Spatial Disorientation (OGHFA SE)

Spatial Disorientation (OGHFA SE)

The Accident as a Situational example

During a visual approach at night and in visual meteorological conditions (VMC) to an airport surrounded by water, you, as first officer, have a very good view of the airport and adjacent land. On the captain’s side, it is completely dark; at night over the sea, there are no horizon cues. You see you are too high and too fast, typical of a non-stabilized approach.

Faced with a non-stabilized approach, what would you do?

The captain, as pilot flying (PF), requests clearance from air traffic control (ATC) for a 360-degree left turn to realign with the runway. This is in violation of standard operating procedures (SOPs), but he does not want to go around. The ATC controller authorizes the maneuver.

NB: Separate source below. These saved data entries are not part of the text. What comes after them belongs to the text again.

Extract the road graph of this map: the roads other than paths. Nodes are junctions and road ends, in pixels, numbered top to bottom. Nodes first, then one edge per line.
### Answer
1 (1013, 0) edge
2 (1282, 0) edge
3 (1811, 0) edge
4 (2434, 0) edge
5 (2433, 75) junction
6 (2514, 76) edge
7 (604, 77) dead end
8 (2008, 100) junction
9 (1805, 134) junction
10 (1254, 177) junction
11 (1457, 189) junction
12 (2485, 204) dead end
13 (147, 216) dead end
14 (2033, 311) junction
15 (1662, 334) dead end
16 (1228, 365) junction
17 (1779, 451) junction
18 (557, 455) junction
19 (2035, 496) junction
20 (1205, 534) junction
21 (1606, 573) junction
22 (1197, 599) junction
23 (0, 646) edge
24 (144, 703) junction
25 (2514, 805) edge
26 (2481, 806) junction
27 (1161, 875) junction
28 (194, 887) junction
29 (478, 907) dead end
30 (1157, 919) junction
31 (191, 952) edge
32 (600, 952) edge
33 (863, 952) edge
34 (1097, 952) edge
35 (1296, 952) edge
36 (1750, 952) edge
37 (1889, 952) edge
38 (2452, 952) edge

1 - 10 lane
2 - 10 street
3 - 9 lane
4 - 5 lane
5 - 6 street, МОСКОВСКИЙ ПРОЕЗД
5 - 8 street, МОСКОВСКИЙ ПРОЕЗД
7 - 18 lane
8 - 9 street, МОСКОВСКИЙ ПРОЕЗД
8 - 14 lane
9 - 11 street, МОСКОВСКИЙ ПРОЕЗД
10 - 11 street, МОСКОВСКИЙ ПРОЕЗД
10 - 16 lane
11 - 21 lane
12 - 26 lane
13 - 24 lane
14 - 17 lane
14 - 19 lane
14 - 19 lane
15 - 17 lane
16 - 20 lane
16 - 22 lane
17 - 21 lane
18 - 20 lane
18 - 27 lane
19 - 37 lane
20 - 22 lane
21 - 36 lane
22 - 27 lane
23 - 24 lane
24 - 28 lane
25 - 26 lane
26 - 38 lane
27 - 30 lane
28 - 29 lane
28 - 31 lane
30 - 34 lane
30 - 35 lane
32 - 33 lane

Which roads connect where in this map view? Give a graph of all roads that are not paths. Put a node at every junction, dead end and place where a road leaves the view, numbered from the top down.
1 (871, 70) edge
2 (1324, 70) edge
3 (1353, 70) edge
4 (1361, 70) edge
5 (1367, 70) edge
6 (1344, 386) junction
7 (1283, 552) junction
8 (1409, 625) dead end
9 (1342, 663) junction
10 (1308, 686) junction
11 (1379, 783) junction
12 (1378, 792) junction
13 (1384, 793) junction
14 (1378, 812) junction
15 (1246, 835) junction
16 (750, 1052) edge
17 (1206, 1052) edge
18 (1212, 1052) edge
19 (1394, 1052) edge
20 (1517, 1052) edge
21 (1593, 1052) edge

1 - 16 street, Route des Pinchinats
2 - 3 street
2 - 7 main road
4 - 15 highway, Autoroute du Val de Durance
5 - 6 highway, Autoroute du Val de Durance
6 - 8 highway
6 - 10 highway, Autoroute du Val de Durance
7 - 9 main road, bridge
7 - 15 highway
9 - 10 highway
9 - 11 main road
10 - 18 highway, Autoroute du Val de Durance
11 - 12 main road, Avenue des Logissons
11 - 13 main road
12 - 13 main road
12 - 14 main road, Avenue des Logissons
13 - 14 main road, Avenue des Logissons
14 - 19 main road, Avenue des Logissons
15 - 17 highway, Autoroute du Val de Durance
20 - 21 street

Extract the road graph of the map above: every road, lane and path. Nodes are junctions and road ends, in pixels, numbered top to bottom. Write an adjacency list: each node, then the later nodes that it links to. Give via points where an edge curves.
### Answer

During the tight 360-degree left turn, final preparation for landing is performed — gear and flaps fully extended, landing checklist completed. However, the airplane overshoots the runway. The captain decides to reject the landing and engages full TOGA (takeoff/go-around) thrust, delivering a constant acceleration with a 9-degree nose-up pitch attitude. The controller clears you to climb to 2,500 ft to prepare for another approach. You retract the landing gear.

During the tight turn at low altitude over the sea at night, all visual cues are lost, and both of you concentrate on the external view to reacquire situational awareness.

In a constant acceleration environment provided by the TOGA thrust, the captain turns his head to look outside, trying to get an external cue, while the airplane is pitching up.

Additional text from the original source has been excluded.